"A via da China." A centralidade de Wuhan torna "toda a situação dramática"

João Pedrosa decidiu ficar na cidade chinesa que é o epicentro do novo coronavírus. Agora, escreve no site da TSF sobre o estranho dia-a-dia em Wuhan.

Wuhan encontra-se na confluência do rio Yangtze (terceiro maior do mundo e o maior da Ásia) e do seu maior afluente, o rio Han. Tal permite-lhe acesso ao oceano e ao comércio fluvial. A sua localização na rota norte-sul entre Pequim-Guangzhou dá-lhe acesso ao tráfego ferroviário e rodoviário. Pelo seu aeroporto internacional passam por ano mais de 25 milhões de passageiros.

Wuhan é conhecida como "A Via da China". Creio que esta centralidade veio tornar toda a situação dramática e ajuda seguramente a entender as razões para o erguer do bloqueio a esta grande metrópole e à sua província envolvente.

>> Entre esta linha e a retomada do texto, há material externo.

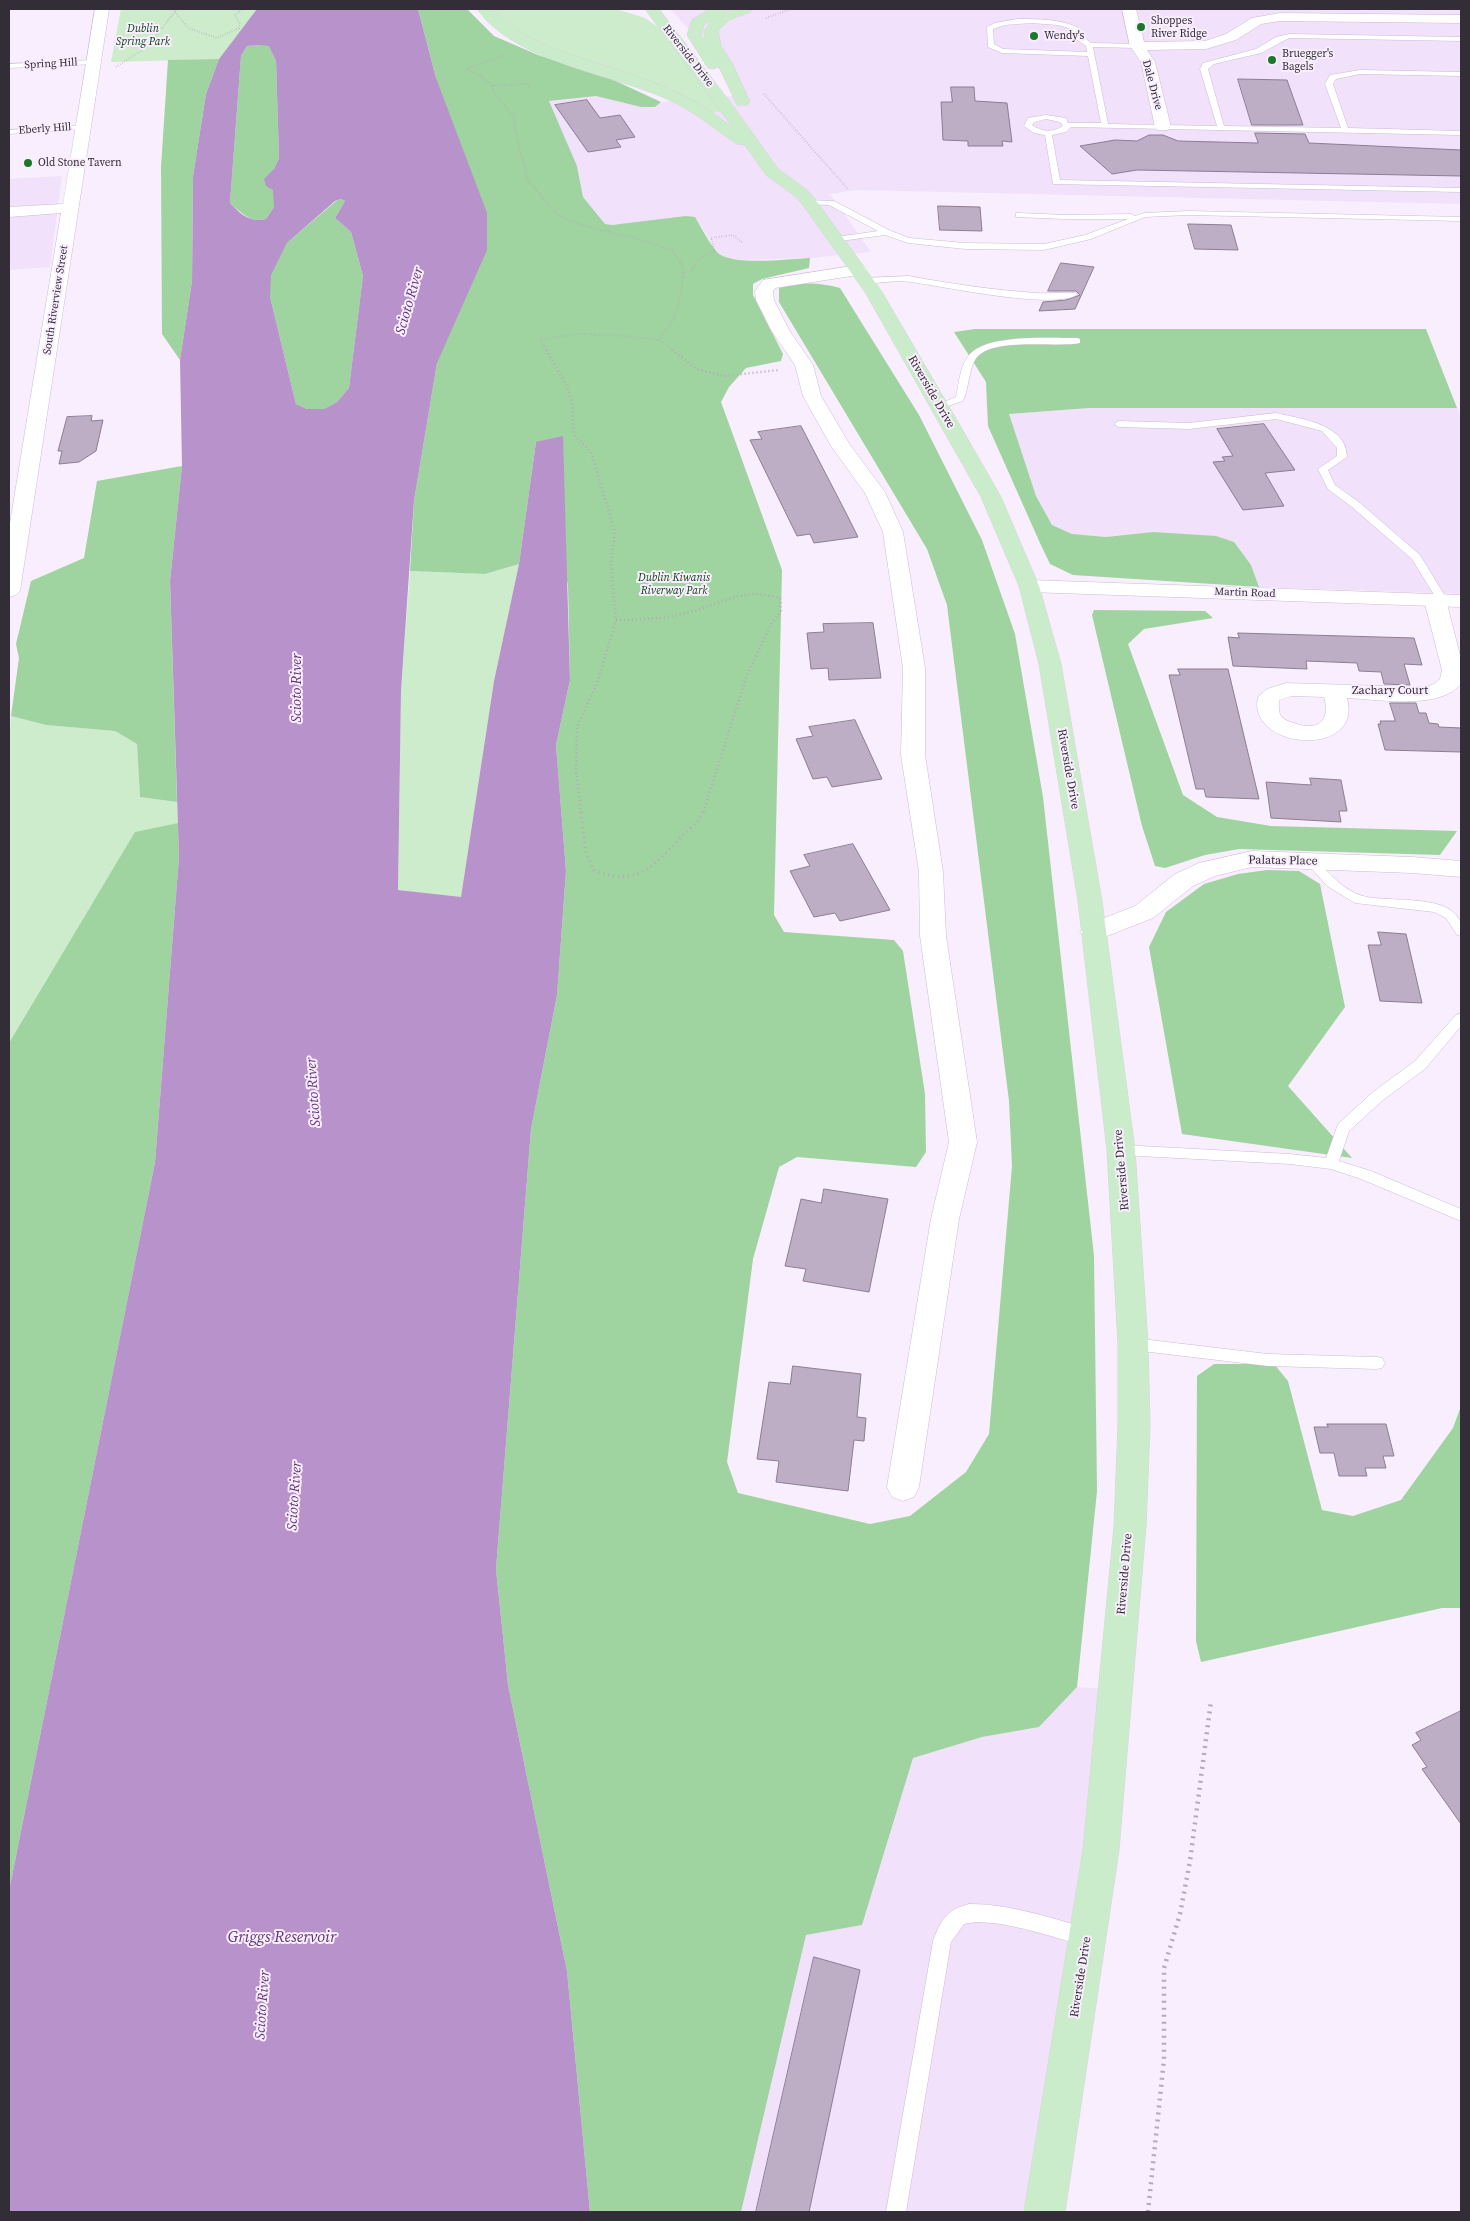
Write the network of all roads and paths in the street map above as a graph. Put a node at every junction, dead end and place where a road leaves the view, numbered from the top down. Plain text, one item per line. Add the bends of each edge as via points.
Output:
1 (102, 9) edge
2 (177, 9) edge
3 (242, 9) edge
4 (484, 9) edge
5 (719, 9) edge
6 (745, 9) edge
7 (791, 9) edge
8 (1129, 9) edge
9 (175, 12) junction
10 (637, 12) dead end
11 (656, 15) edge
12 (1461, 19) edge
13 (760, 20) dead end
14 (1461, 39) edge
15 (1137, 46) junction
16 (1090, 50) junction
17 (508, 54) dead end
18 (1132, 62) dead end
19 (9, 66) edge
20 (91, 69) junction
21 (1461, 74) edge
22 (492, 86) junction
23 (530, 90) dead end
24 (764, 94) dead end
25 (742, 102) junction
26 (1142, 108) dead end
27 (753, 116) dead end
28 (1067, 125) junction
29 (1105, 126) junction
30 (82, 127) junction
31 (1146, 127) junction
32 (1163, 127) junction
33 (1221, 128) junction
34 (1345, 130) junction
35 (9, 132) edge
36 (1048, 133) junction
37 (1461, 133) edge
38 (755, 149) junction
39 (792, 168) dead end
40 (847, 188) dead end
41 (1461, 190) edge
42 (805, 197) junction
43 (70, 208) junction
44 (9, 212) edge
45 (1019, 215) dead end
46 (1144, 215) junction
47 (1461, 219) edge
48 (886, 232) junction
49 (836, 240) junction
50 (744, 243) dead end
51 (683, 273) junction
52 (862, 275) junction
53 (1074, 294) dead end
54 (659, 340) junction
55 (1077, 340) dead end
56 (804, 365) junction
57 (939, 406) junction
58 (1119, 424) dead end
59 (1029, 586) junction
60 (9, 591) edge
61 (1446, 601) edge
62 (616, 620) junction
63 (1333, 690) dead end
64 (1311, 861) junction
65 (1461, 869) edge
66 (1094, 932) junction
67 (1461, 932) edge
68 (1461, 1018) edge
69 (1121, 1150) junction
70 (1332, 1164) junction
71 (1461, 1215) edge
72 (1133, 1344) junction
73 (1377, 1363) dead end
74 (903, 1486) dead end
75 (1211, 1701) dead end
76 (1087, 1937) junction
77 (896, 2212) edge
78 (1045, 2212) edge
79 (1148, 2212) edge

1 - 20 street, South Riverview Street
2 - 9 path
3 - 9 path via 235,15 239,28 216,38 188,28
4 - 38 main road via 491,18 520,38 554,54 653,88 701,110
5 - 25 main road, Riverside Drive via 697,23 694,35
6 - 25 main road via 722,18 714,24 711,33 713,45 726,65
7 - 13 path
8 - 15 street, Dale Drive
9 - 20 path via 148,46 137,54 107,72
10 - 11 main road
11 - 38 main road, Riverside Drive
12 - 15 street via 1276,17 1254,22 1231,37 1206,45
14 - 33 lane via 1289,36 1245,55 1209,63 1204,69
15 - 16 lane
15 - 18 street, Dale Drive
15 - 32 street, Dale Drive via 1148,62
16 - 16 lane via 1078,37 1075,28 1063,24 1003,22 989,28 991,45 1002,51
16 - 29 lane
17 - 22 path via 466,69
19 - 20 lane, Spring Hill
20 - 30 street, South Riverview Street
21 - 34 lane via 1360,72 1333,77 1329,84
22 - 23 path via 528,84
22 - 51 path via 495,95 514,116 528,181 559,216 672,250 683,267
24 - 40 path
25 - 27 main road, Riverside Drive
26 - 31 street, Dale Drive
28 - 29 lane
28 - 36 lane via 1063,130
28 - 36 lane via 1061,119 1046,117 1035,118 1028,123 1033,130
29 - 31 lane
30 - 35 lane, Eberly Hill
30 - 43 street, South Riverview Street
31 - 32 lane
32 - 33 lane
33 - 34 lane
34 - 37 lane
36 - 41 lane via 1056,182
38 - 42 main road, Riverside Drive via 772,172
39 - 42 main road, Riverside Drive
42 - 48 lane via 831,203
42 - 49 main road, Riverside Drive
43 - 44 street
43 - 60 street, South Riverview Street
45 - 46 lane
46 - 47 lane via 1188,213
46 - 48 lane via 1088,237 1044,247 965,246 908,240
48 - 49 lane
49 - 52 main road, Riverside Drive
50 - 51 path via 733,235 711,238 715,250 695,262 690,272
51 - 54 path via 675,317
52 - 53 lane via 908,278 1024,295 1053,297
52 - 56 street via 769,284 764,290 765,300 780,330
52 - 57 main road, Riverside Drive
54 - 56 path via 697,369 724,376
54 - 62 path via 576,334 540,340 567,386 572,403 574,435 591,452 615,532 611,564
55 - 57 lane via 992,346 975,354 960,399
56 - 74 street via 812,396 841,446 875,492 893,532 914,668 913,755 931,872 934,936 963,1142 945,1219
57 - 59 main road, Riverside Drive via 991,497
58 - 61 lane via 1189,426 1276,416 1324,429 1342,447 1342,457 1323,469 1332,487 1416,557
59 - 61 street, Martin Road
59 - 66 main road, Riverside Drive via 1050,664
61 - 63 street, Zachary Court via 1453,670 1451,682 1440,691 1422,694
62 - 62 path via 597,684 577,727 576,771 586,853 594,870 625,878 654,866 702,815 746,678 771,624 780,612 780,598 768,593 742,593 683,614
64 - 65 street, Palatas Place
64 - 66 street, Palatas Place via 1252,859 1208,869 1184,880 1144,912
64 - 67 lane via 1331,883 1359,900 1437,908 1450,915
66 - 69 main road, Riverside Drive
68 - 70 lane via 1420,1065 1378,1096 1343,1128
69 - 70 lane
69 - 72 main road, Riverside Drive
70 - 71 lane
72 - 73 lane via 1268,1360
72 - 76 main road, Riverside Drive via 1130,1526 1101,1850
75 - 79 path via 1190,1861 1180,1914 1164,1968 1164,2059
76 - 77 lane via 989,1913 961,1915 951,1923 942,1941
76 - 78 main road, Riverside Drive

Também o surgimento desta epidemia aconteceu na pior época do ano, ou seja imediatamente antes dum novo ano chinês. Altura em que centenas de milhões viajam e onde os festejos e celebrações sociais, com dezenas e centenas de participantes, são realizados diariamente.

Era necessário reduzir e tentar evitar rapidamente a propagação da epidemia. Criar e manter uma larga "muralha" de isolamento e exigir um comportamento recatado às pessoas foi a resposta. "Quando acabará? É com certeza a pergunta de todos aqueles que aqui estão, mas também de toda a China e do Mundo.

Mas perante tal adversário ainda é impossível conhecer a resposta. No entanto, todos acreditam que irá acabar.